[Collected data]
┌────────
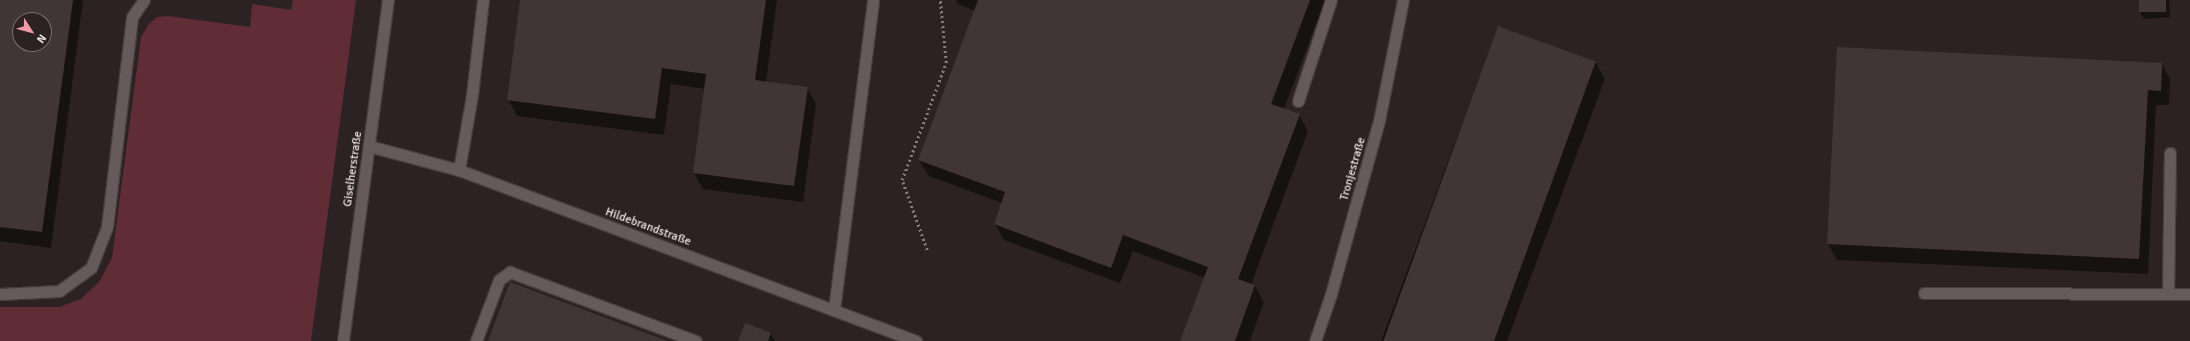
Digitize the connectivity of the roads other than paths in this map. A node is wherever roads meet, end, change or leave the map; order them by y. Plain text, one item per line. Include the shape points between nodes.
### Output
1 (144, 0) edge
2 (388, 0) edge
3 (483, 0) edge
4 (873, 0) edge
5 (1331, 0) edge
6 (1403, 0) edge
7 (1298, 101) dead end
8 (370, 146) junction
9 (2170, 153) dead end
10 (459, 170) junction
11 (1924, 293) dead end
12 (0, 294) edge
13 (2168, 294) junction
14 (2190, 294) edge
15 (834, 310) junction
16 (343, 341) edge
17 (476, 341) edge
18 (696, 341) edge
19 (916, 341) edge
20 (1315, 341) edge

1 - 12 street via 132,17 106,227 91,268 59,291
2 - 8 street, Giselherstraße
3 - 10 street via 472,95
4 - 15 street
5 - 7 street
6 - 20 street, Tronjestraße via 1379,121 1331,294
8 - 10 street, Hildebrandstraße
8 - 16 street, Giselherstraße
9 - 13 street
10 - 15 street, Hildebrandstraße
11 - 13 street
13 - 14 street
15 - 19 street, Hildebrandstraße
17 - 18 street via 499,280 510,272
└────────
▶ Exercise requirements: Nothing but the records above, retyped exactly and stripped of images, should appear in the answer.

▶ Response to this task:
Digitize the connectivity of the roads other than paths in this map. A node is wherever roads meet, end, change or leave the map; order them by y. Plain text, one item per line. Include the shape points between nodes.
### Output
1 (144, 0) edge
2 (388, 0) edge
3 (483, 0) edge
4 (873, 0) edge
5 (1331, 0) edge
6 (1403, 0) edge
7 (1298, 101) dead end
8 (370, 146) junction
9 (2170, 153) dead end
10 (459, 170) junction
11 (1924, 293) dead end
12 (0, 294) edge
13 (2168, 294) junction
14 (2190, 294) edge
15 (834, 310) junction
16 (343, 341) edge
17 (476, 341) edge
18 (696, 341) edge
19 (916, 341) edge
20 (1315, 341) edge

1 - 12 street via 132,17 106,227 91,268 59,291
2 - 8 street, Giselherstraße
3 - 10 street via 472,95
4 - 15 street
5 - 7 street
6 - 20 street, Tronjestraße via 1379,121 1331,294
8 - 10 street, Hildebrandstraße
8 - 16 street, Giselherstraße
9 - 13 street
10 - 15 street, Hildebrandstraße
11 - 13 street
13 - 14 street
15 - 19 street, Hildebrandstraße
17 - 18 street via 499,280 510,272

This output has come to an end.